=== Required action ===
Every record must appear in the answer exactly as it stands.
── Input data
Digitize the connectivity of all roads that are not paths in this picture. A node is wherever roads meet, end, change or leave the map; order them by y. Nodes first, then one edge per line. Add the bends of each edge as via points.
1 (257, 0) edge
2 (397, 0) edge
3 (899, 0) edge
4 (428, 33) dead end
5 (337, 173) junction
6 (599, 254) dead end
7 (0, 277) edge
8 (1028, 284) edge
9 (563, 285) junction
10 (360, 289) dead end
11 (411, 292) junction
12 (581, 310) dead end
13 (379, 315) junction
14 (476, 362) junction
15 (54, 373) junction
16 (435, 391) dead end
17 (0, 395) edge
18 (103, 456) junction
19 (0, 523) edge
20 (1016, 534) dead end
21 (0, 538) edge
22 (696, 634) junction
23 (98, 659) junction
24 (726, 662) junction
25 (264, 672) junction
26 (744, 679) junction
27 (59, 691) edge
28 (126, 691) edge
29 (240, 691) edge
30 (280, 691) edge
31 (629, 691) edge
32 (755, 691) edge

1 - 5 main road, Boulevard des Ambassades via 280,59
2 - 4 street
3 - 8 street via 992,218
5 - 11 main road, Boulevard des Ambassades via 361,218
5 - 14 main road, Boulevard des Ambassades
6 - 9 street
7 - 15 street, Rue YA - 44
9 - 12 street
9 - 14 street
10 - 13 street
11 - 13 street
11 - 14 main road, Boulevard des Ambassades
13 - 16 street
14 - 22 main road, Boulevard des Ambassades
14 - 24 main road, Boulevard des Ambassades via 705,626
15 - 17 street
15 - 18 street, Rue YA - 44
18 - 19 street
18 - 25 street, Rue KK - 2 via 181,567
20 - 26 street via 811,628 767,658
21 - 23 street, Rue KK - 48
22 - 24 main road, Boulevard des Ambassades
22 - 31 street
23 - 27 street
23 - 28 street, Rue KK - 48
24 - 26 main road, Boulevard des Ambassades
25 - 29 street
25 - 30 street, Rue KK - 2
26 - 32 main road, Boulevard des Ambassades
────
=== Task result ===
Digitize the connectivity of all roads that are not paths in this picture. A node is wherever roads meet, end, change or leave the map; order them by y. Nodes first, then one edge per line. Add the bends of each edge as via points.
1 (257, 0) edge
2 (397, 0) edge
3 (899, 0) edge
4 (428, 33) dead end
5 (337, 173) junction
6 (599, 254) dead end
7 (0, 277) edge
8 (1028, 284) edge
9 (563, 285) junction
10 (360, 289) dead end
11 (411, 292) junction
12 (581, 310) dead end
13 (379, 315) junction
14 (476, 362) junction
15 (54, 373) junction
16 (435, 391) dead end
17 (0, 395) edge
18 (103, 456) junction
19 (0, 523) edge
20 (1016, 534) dead end
21 (0, 538) edge
22 (696, 634) junction
23 (98, 659) junction
24 (726, 662) junction
25 (264, 672) junction
26 (744, 679) junction
27 (59, 691) edge
28 (126, 691) edge
29 (240, 691) edge
30 (280, 691) edge
31 (629, 691) edge
32 (755, 691) edge

1 - 5 main road, Boulevard des Ambassades via 280,59
2 - 4 street
3 - 8 street via 992,218
5 - 11 main road, Boulevard des Ambassades via 361,218
5 - 14 main road, Boulevard des Ambassades
6 - 9 street
7 - 15 street, Rue YA - 44
9 - 12 street
9 - 14 street
10 - 13 street
11 - 13 street
11 - 14 main road, Boulevard des Ambassades
13 - 16 street
14 - 22 main road, Boulevard des Ambassades
14 - 24 main road, Boulevard des Ambassades via 705,626
15 - 17 street
15 - 18 street, Rue YA - 44
18 - 19 street
18 - 25 street, Rue KK - 2 via 181,567
20 - 26 street via 811,628 767,658
21 - 23 street, Rue KK - 48
22 - 24 main road, Boulevard des Ambassades
22 - 31 street
23 - 27 street
23 - 28 street, Rue KK - 48
24 - 26 main road, Boulevard des Ambassades
25 - 29 street
25 - 30 street, Rue KK - 2
26 - 32 main road, Boulevard des Ambassades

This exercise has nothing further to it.